XLII
«Évidemment, dans l'horrible situation où il se trouve, nul bruit ne peut être plus suave à l'oreille que celui d'un pas humain… Aussi, ne serai-je pas si cruel que de le priver immédiatement de cette jouissance.
«La bière est là, devant moi, au milieu du caveau… Un espace libre règne alentour… et je marche, je marche, frappant du talon la dalle qui résonne.
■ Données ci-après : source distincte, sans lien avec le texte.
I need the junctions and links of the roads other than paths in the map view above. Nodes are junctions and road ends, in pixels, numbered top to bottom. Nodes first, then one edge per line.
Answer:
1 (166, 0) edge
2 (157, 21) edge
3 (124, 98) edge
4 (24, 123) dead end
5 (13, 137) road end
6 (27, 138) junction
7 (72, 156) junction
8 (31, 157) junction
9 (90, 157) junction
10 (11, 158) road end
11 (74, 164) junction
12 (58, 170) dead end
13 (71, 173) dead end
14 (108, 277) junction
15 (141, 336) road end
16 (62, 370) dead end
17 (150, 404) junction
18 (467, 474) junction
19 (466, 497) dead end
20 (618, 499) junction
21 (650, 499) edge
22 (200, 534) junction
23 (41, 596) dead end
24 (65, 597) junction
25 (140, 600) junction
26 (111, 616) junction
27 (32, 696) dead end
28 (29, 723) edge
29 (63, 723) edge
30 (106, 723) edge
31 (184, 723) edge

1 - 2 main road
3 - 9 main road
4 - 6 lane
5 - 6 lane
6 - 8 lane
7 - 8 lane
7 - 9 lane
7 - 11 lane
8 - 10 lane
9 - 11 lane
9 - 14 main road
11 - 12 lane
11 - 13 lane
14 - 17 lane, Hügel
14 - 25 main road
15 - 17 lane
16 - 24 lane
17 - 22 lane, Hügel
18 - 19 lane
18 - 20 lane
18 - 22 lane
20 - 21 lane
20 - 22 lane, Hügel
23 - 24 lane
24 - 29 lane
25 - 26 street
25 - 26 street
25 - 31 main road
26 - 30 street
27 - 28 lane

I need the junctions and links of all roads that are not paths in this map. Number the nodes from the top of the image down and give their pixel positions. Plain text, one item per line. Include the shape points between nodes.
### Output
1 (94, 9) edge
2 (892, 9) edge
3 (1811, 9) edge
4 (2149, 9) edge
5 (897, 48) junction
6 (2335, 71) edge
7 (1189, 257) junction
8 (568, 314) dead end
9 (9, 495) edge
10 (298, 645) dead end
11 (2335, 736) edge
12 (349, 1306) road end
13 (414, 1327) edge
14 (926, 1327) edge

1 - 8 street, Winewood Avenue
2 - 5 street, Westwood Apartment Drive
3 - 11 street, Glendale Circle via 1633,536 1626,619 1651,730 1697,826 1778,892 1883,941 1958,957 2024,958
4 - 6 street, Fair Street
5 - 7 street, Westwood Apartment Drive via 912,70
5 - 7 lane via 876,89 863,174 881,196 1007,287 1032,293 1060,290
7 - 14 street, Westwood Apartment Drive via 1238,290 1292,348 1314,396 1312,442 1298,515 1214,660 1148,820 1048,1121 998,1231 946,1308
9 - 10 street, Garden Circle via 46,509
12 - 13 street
Je me suis ordonné de faire douze tours, je les ferai, mais sans précipitation. Je veux qu'il compte les pas, un à un. Comme cela doit lui paraître étrange! ce pas qui ne vient de nulle part et ne va pas vers lui, et qui cependant retentit bien réellement… qui provient certainement du fait d'un être vivant; ce pas qui tourne, tourne toujours égal. Ne s'arrêtera-t-il jamais? L'homme peut-il ne pas avoir vu le cercueil, peut-il ne pas avoir entendu les cris? Ce n'est pas possible… Toutes ces pensées doivent bouillonner dans son cerveau, oppressé par la nuit du tombeau. Et comme il ne comprend pas, il crie. Mais, dans cette explosion atroce du désespoir, le cri est rauque… comme le râle d'un catarrheux.
«Je marche encore… cette monotonie doit être sinistre.
«Ah! il s'impatiente. Voilà que ses cris deviennent plus précipités. Il veut être fixé, cette incertitude est plus terrible que la réalité… Pas si vite! Je m'arrête brusquement en retenant mon souffle, je m'assieds sur une pierre devant le cercueil, immobile, silencieux. Je l'entends qui se tord dans sa boîte sépulcrale, il cherche à se raccrocher à ce dernier espoir… il a entendu quelqu'un. Il n'a pas entendu la porte se refermer. Donc, le sauveur est proche.
«Moi, je comprends cette torture… et je ne bouge point.